Adding a character to a string can have two consequences:

• if there is still space for the character it is just added at the end; (as a commenter noticed, this can not happen with c# strings, as thy are immutable).
• if there is no space at the end a new block of memory is allocated for the new string, the contents of the old string is copied there and the character is added.

To analyse your code, it is simpler to add 1000000 times a single character.

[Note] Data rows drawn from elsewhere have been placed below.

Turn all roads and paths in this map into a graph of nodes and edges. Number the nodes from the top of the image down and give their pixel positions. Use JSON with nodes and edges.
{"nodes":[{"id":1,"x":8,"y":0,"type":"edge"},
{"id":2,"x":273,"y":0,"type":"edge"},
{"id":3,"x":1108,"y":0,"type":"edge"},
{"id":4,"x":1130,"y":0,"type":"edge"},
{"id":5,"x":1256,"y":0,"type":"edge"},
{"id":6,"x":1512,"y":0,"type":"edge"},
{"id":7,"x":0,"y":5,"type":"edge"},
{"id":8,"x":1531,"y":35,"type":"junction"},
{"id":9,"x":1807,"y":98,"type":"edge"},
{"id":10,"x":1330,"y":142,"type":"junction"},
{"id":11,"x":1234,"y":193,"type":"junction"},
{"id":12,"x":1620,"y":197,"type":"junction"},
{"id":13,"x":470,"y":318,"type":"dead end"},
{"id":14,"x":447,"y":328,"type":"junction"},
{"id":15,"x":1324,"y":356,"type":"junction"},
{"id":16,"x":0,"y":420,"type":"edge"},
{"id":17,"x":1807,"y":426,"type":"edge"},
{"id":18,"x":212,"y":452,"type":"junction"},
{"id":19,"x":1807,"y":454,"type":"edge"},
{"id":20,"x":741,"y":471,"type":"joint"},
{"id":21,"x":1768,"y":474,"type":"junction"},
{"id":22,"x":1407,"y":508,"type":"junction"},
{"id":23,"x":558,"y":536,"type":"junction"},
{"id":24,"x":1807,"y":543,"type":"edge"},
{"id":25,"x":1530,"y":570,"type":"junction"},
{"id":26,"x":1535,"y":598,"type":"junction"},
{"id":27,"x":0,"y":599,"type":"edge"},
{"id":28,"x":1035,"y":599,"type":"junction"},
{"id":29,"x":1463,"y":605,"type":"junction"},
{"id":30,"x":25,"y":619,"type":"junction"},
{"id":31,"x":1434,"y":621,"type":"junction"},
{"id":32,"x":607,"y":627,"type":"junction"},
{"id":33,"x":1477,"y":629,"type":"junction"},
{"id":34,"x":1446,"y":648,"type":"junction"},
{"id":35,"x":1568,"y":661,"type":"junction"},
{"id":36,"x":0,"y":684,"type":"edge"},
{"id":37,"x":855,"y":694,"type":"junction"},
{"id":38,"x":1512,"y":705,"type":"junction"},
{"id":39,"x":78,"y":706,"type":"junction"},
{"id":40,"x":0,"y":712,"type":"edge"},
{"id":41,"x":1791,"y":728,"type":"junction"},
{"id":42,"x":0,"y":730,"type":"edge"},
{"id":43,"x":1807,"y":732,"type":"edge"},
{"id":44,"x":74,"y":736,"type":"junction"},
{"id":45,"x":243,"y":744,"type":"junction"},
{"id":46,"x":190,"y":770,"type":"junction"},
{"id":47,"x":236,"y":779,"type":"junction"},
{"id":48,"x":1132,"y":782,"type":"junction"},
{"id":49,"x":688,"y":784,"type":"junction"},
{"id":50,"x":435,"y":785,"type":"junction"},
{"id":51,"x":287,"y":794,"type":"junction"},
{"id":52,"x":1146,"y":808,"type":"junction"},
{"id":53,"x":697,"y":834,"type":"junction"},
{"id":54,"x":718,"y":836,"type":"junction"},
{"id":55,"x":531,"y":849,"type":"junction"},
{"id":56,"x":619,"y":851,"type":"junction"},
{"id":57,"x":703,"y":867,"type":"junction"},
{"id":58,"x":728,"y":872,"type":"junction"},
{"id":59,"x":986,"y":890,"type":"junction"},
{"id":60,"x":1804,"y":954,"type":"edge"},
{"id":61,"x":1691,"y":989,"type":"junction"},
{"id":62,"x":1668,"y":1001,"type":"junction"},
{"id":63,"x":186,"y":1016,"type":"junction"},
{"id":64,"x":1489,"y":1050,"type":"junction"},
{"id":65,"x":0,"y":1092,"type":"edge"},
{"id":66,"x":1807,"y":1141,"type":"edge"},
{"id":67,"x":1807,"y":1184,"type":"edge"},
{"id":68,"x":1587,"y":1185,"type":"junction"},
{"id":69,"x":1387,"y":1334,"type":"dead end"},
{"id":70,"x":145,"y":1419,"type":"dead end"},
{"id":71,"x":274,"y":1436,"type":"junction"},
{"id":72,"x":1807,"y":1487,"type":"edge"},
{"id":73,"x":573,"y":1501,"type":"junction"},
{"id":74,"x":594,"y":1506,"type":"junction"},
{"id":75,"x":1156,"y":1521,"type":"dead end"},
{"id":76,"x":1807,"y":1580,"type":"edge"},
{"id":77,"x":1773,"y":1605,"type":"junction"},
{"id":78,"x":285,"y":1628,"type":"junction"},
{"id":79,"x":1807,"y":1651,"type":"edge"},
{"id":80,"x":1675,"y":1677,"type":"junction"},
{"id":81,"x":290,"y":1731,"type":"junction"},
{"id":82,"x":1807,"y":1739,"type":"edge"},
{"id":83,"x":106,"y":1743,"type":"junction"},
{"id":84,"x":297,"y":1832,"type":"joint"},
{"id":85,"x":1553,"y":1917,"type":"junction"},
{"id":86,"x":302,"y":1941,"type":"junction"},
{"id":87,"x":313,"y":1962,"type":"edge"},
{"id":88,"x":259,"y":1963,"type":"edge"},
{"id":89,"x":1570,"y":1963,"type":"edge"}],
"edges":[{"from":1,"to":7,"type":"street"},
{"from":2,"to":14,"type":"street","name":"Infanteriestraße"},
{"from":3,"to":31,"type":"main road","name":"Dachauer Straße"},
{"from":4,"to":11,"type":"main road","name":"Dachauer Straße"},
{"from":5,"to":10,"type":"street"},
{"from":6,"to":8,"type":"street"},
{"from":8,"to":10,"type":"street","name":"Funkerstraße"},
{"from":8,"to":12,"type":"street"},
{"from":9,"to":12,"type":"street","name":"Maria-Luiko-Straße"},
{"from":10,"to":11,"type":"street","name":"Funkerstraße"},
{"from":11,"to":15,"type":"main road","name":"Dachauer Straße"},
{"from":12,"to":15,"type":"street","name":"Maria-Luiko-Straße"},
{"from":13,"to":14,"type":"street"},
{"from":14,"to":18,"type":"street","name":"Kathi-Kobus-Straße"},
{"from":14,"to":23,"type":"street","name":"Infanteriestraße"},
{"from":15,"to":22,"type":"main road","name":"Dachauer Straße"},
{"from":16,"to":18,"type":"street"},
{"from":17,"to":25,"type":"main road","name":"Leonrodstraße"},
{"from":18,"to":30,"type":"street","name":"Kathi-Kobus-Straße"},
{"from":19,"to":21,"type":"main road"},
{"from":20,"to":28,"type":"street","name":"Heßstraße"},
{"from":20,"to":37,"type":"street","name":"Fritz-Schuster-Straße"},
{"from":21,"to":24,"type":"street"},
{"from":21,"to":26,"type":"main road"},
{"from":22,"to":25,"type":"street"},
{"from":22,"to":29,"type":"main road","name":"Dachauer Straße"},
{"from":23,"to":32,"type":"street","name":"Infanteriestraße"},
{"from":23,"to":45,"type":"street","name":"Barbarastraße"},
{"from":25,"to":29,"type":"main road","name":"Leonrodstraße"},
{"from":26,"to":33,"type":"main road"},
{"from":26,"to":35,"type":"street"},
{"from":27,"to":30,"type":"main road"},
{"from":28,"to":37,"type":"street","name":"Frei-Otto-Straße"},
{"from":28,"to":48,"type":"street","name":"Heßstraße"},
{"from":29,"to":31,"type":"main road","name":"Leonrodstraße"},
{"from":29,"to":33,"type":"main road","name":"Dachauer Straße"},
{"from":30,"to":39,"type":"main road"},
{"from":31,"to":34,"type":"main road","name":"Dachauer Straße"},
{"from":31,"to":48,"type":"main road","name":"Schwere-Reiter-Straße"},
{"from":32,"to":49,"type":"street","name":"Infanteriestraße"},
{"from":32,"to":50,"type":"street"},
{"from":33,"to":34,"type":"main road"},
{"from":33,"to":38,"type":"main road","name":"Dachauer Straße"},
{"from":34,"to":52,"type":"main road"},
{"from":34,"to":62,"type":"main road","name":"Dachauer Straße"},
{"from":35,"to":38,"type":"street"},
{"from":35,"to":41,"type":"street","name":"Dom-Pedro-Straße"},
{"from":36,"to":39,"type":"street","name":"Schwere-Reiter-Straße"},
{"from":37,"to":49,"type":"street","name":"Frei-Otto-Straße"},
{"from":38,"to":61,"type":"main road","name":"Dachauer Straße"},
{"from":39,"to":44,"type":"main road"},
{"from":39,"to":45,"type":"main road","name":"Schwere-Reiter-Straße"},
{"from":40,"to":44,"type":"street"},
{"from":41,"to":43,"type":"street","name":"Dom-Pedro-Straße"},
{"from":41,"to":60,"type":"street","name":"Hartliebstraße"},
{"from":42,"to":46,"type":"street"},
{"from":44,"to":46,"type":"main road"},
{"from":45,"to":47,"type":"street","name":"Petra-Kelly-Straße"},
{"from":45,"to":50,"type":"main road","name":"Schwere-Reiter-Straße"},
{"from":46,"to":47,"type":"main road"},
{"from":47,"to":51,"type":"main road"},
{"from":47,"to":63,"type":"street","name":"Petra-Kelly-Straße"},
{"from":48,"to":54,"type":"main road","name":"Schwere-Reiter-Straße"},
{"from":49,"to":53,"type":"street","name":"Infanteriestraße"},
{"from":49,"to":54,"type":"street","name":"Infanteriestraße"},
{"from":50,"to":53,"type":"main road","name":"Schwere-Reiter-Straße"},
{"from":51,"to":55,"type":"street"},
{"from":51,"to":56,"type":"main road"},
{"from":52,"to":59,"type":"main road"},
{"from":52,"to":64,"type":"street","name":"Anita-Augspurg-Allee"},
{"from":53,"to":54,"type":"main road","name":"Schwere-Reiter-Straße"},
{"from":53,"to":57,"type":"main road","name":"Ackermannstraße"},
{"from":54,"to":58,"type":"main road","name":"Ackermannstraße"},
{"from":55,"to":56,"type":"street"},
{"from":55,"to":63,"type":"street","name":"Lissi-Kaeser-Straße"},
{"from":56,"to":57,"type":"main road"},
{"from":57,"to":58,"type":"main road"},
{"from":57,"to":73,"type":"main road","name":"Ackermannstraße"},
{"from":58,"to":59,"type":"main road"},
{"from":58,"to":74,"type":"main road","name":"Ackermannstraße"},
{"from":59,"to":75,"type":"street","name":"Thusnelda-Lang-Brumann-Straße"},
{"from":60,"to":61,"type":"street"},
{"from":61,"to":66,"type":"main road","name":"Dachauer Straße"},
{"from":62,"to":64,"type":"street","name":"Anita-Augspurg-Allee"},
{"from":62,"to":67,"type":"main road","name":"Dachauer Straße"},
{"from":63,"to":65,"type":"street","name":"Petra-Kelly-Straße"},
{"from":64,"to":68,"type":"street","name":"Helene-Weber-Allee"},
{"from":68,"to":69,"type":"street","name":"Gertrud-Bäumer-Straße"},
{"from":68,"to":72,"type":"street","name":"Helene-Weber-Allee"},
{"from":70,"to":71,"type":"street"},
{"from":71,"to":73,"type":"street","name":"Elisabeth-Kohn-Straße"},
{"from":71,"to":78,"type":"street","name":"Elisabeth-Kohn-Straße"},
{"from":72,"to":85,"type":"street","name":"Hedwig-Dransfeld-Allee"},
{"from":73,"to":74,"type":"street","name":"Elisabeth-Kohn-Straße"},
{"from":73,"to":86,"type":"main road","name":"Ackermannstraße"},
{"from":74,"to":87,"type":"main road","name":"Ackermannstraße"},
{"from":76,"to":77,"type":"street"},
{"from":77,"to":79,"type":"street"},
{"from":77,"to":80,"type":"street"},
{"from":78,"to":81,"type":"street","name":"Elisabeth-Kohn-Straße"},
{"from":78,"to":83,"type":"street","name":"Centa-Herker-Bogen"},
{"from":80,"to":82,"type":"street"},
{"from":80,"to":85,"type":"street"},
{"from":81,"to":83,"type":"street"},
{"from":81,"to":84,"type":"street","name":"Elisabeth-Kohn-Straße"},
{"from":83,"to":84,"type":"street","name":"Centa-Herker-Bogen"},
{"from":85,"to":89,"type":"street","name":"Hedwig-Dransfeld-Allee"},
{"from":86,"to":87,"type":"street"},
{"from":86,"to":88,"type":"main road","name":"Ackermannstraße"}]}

Your exact example is a bit more complex to explain because for higher i's you add more characters at a time.

Then in the situation where no extra space is reserved, the first example has to do 1000000 allocations and copies, of an average of 0.5 * 1000000 characters. The second one has to do 1000 allocations and copies of an average 0.5 * 1000000 characters, and 1000000 allocations and copies of 0.5 * 1000 characters. If copying is lineair with the size of the copy and allocation free, the first situation takes 500 000 000 000 units of time and the second one 500 000 000 + 500 000 000 units of time.